***** Records supplied *****

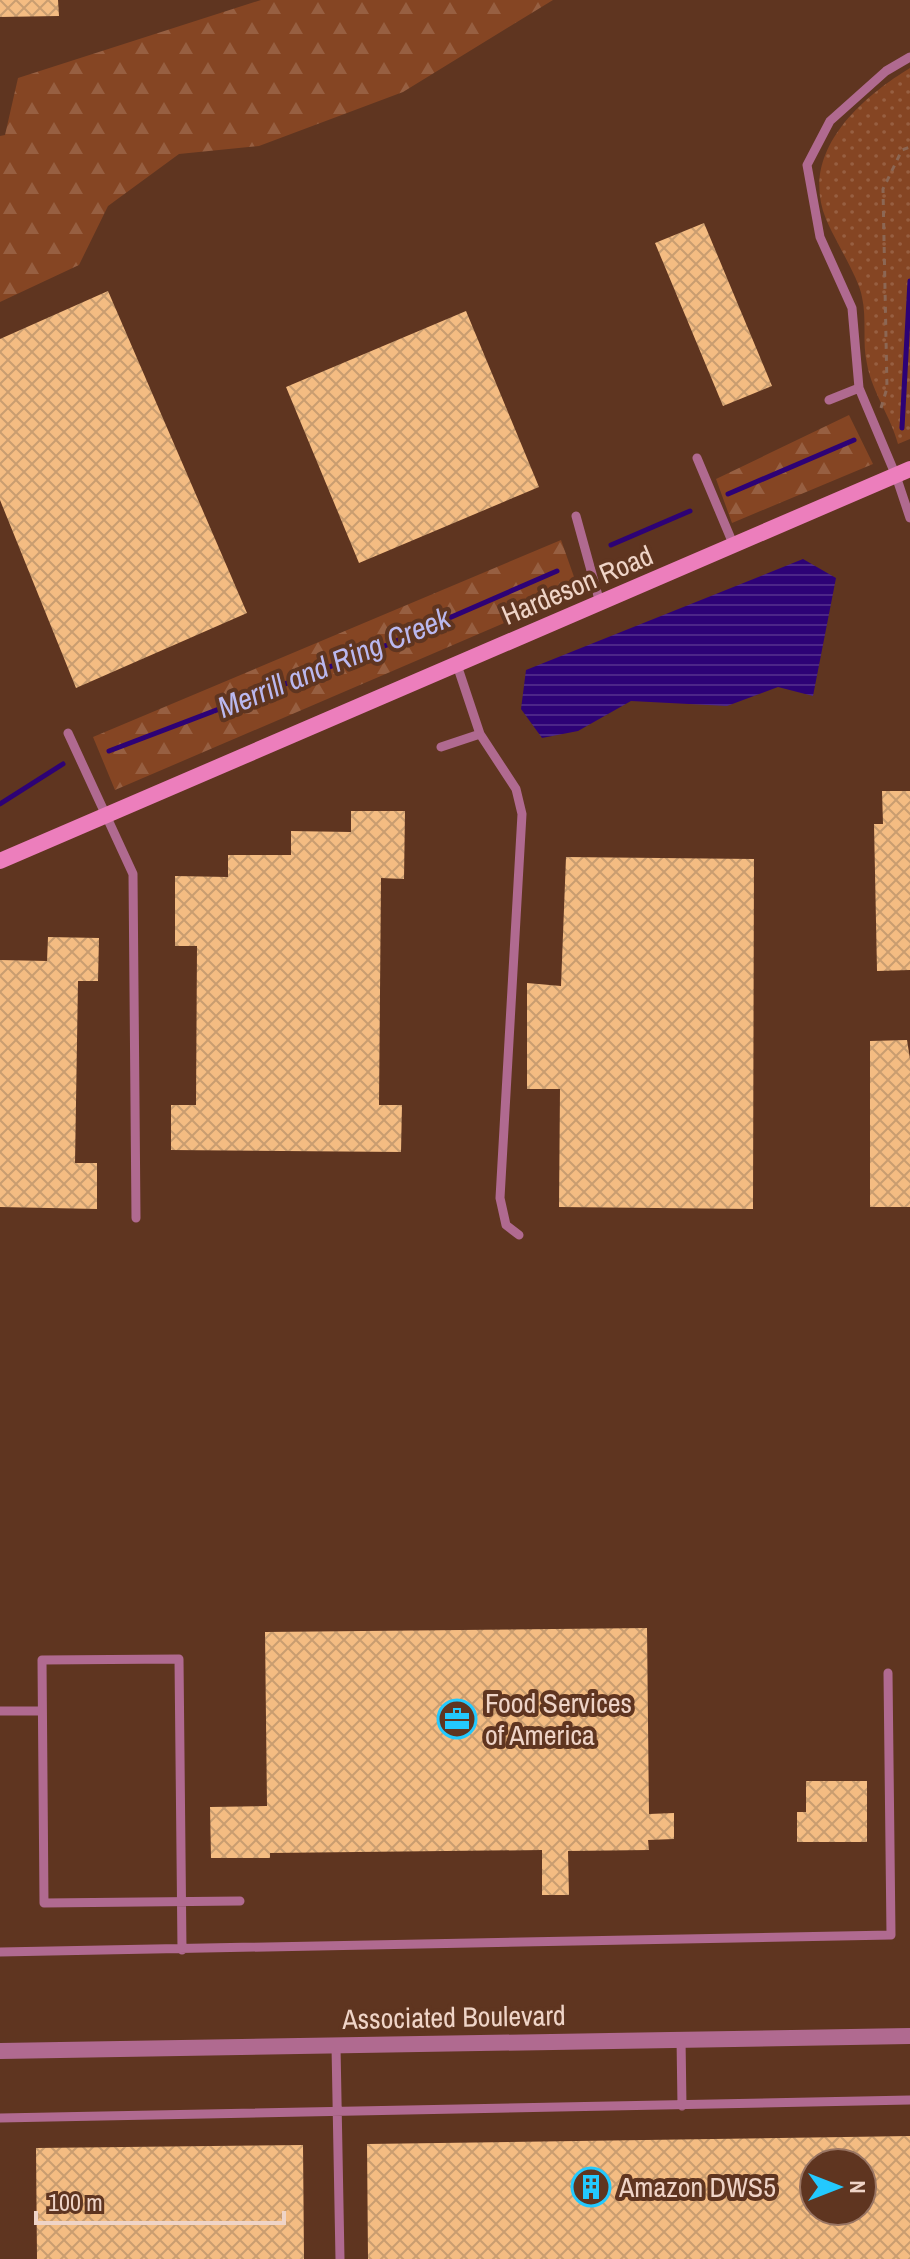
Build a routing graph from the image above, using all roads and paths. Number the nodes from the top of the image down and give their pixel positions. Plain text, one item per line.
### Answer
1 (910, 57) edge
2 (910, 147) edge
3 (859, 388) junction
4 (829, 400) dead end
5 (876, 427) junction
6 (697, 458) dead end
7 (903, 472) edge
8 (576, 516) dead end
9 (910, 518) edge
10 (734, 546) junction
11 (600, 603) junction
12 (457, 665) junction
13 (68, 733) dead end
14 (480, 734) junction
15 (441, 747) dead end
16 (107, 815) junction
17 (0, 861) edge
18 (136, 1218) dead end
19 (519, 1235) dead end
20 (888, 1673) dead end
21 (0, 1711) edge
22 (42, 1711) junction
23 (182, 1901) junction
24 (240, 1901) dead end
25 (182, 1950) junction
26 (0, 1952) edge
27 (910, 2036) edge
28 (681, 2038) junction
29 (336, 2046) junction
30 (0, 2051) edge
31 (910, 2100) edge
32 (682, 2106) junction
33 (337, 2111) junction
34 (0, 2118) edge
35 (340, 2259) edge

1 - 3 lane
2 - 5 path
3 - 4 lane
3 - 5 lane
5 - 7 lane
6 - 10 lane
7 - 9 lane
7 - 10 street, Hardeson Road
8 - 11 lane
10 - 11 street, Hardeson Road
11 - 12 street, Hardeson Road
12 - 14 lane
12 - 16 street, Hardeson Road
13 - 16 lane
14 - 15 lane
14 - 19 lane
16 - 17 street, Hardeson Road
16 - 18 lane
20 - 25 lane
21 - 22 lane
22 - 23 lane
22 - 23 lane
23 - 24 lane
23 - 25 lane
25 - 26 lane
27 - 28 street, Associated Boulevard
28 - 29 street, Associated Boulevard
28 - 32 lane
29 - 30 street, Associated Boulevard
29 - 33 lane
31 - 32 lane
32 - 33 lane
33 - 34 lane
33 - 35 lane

*****
***** Records supplied *****

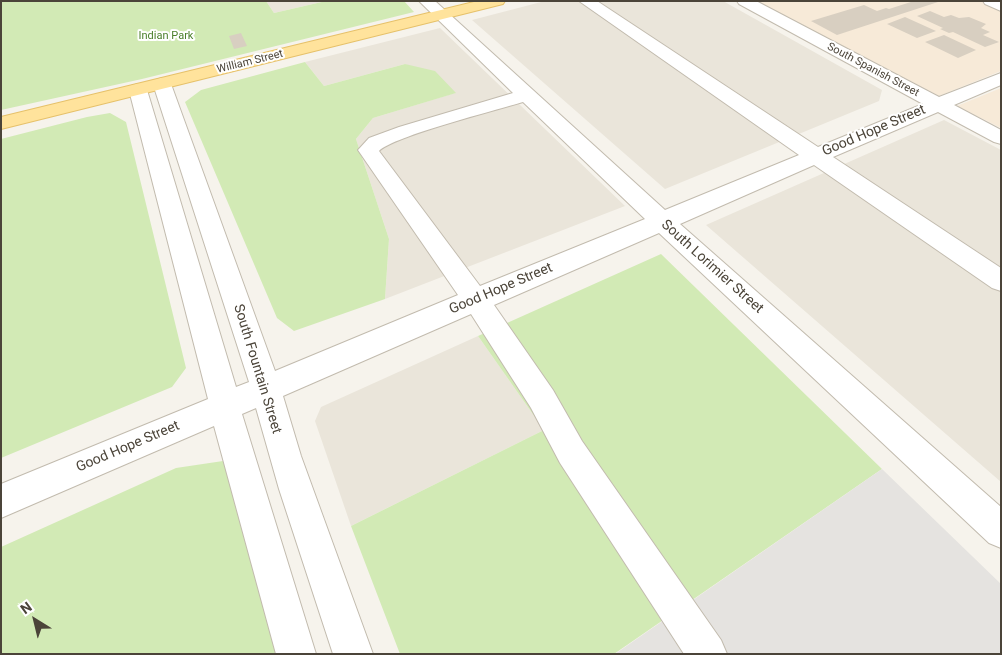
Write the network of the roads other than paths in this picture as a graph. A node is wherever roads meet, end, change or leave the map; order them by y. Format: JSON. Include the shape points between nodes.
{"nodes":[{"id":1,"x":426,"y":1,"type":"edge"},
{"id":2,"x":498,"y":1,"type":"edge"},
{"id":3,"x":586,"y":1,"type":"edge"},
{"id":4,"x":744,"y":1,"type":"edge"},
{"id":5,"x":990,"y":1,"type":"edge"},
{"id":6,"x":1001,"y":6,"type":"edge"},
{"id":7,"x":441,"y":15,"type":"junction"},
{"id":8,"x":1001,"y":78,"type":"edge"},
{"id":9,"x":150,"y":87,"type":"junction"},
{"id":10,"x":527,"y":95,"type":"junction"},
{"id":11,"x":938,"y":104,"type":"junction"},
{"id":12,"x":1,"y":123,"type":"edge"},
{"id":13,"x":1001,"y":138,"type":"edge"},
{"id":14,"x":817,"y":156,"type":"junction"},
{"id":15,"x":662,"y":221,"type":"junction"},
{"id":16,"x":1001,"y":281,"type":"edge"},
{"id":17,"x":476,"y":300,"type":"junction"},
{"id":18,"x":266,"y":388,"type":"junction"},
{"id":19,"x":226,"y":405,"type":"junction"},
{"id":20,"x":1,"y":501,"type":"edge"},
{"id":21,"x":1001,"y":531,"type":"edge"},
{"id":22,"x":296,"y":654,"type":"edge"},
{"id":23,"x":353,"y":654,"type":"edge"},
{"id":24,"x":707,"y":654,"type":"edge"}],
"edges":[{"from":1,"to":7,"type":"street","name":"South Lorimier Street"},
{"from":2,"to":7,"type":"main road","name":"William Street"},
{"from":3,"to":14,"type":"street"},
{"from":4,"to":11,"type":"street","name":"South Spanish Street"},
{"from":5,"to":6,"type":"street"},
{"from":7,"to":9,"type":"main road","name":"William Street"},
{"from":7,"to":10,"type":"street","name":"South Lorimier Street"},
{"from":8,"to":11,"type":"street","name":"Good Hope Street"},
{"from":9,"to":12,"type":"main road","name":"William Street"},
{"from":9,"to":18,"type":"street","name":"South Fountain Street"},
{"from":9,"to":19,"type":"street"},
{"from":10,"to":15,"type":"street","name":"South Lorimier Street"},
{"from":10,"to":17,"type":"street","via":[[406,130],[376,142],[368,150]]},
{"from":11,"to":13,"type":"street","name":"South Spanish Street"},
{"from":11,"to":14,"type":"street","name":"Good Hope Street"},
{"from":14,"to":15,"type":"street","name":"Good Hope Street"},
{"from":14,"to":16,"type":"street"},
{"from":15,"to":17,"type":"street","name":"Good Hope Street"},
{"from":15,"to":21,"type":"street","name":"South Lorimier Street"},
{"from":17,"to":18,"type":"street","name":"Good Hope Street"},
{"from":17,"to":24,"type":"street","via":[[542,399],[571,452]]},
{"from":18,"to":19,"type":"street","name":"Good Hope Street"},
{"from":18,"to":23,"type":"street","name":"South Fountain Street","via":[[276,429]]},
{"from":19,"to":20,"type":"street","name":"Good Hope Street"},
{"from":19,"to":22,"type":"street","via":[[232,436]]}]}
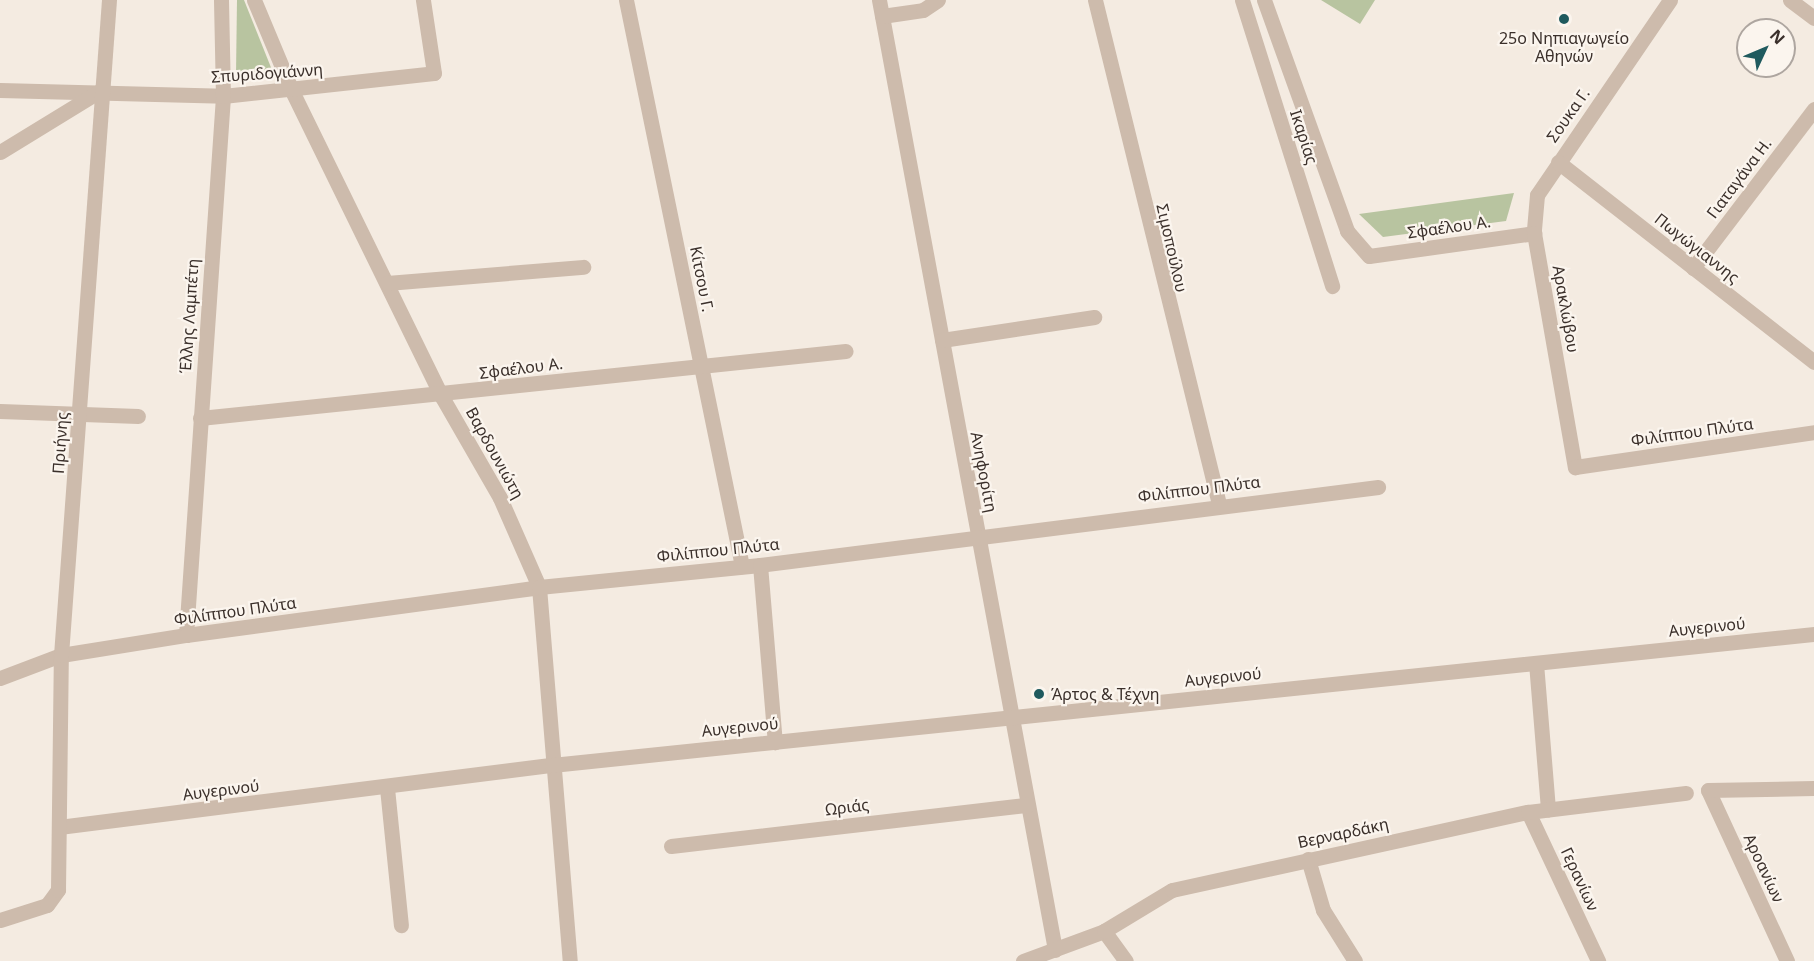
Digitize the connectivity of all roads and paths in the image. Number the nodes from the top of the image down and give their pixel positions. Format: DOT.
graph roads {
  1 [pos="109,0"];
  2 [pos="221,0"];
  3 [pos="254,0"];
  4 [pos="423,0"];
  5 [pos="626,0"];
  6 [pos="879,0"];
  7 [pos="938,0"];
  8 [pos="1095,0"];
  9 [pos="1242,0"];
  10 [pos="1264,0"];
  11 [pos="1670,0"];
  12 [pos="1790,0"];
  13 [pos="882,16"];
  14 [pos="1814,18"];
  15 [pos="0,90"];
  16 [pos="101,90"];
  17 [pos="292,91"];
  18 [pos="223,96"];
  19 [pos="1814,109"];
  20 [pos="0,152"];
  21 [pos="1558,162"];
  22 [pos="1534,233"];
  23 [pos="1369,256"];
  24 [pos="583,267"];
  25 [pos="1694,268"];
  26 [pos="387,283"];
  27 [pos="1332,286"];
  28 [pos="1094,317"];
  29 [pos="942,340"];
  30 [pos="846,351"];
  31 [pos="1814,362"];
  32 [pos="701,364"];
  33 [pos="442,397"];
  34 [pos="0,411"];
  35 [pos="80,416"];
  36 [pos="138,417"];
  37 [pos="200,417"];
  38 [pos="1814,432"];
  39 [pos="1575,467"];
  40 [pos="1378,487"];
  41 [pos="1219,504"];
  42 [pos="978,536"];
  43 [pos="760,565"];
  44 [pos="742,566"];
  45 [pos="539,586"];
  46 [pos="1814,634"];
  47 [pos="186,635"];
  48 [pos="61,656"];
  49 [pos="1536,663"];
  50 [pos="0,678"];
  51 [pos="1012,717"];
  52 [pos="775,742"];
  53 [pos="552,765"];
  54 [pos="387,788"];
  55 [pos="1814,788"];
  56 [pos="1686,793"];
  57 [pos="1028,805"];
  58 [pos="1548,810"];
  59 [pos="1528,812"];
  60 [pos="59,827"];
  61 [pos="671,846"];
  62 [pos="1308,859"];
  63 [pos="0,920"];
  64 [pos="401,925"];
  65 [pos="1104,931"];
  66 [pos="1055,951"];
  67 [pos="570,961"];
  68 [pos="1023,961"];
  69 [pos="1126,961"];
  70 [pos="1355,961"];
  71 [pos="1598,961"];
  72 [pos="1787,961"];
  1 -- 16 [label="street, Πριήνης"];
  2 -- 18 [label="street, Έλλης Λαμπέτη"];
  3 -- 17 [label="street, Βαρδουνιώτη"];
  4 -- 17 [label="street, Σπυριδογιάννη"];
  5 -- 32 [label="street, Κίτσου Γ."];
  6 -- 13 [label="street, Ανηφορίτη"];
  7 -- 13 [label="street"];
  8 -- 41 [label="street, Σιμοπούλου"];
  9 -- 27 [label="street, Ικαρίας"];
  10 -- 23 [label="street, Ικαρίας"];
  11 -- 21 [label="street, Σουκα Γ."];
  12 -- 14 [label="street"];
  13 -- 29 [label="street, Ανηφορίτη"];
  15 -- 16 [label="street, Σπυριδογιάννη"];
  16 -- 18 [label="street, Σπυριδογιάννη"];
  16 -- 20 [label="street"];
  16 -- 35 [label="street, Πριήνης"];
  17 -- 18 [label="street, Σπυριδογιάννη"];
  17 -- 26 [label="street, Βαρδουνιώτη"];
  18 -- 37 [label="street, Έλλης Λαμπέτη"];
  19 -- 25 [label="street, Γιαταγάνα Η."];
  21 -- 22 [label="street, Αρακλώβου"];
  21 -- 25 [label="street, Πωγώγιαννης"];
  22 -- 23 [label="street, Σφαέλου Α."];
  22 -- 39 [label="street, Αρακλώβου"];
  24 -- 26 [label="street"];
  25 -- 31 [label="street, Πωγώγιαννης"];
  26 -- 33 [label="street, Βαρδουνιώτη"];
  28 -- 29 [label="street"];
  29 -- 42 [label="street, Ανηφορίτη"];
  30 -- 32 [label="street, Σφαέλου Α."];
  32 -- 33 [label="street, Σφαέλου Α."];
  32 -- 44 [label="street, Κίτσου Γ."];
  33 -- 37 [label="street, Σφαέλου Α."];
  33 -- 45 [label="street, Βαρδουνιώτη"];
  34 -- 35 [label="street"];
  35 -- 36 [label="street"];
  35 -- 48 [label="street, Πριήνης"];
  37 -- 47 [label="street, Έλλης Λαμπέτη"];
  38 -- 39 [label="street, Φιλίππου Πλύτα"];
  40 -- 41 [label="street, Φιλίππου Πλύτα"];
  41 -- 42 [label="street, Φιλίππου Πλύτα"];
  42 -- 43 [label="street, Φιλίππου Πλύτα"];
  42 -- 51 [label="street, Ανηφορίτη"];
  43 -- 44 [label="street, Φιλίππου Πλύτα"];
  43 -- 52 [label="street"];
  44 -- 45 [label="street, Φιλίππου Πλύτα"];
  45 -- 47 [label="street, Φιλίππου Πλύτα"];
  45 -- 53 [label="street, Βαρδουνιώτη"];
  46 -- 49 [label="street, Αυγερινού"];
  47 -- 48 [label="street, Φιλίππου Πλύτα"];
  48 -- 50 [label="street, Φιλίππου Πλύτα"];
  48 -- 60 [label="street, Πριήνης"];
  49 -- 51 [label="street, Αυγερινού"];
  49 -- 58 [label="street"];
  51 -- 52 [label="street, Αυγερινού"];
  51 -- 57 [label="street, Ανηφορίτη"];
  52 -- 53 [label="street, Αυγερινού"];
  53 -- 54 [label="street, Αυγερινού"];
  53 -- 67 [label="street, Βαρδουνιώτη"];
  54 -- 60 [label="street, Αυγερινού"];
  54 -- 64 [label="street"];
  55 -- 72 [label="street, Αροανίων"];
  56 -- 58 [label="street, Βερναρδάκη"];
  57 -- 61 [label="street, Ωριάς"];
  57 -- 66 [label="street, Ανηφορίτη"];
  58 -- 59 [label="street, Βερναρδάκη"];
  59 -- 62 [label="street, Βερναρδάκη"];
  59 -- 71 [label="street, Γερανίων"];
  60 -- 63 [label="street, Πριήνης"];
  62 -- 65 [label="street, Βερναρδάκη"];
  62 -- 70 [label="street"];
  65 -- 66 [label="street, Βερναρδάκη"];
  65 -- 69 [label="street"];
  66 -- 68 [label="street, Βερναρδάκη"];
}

*****

[What the exercise asks]:
Using the data above, return every line that contains the string "Βαρδουνιώτη".

[Your response]:
  3 -- 17 [label="street, Βαρδουνιώτη"];
  17 -- 26 [label="street, Βαρδουνιώτη"];
  26 -- 33 [label="street, Βαρδουνιώτη"];
  33 -- 45 [label="street, Βαρδουνιώτη"];
  45 -- 53 [label="street, Βαρδουνιώτη"];
  53 -- 67 [label="street, Βαρδουνιώτη"];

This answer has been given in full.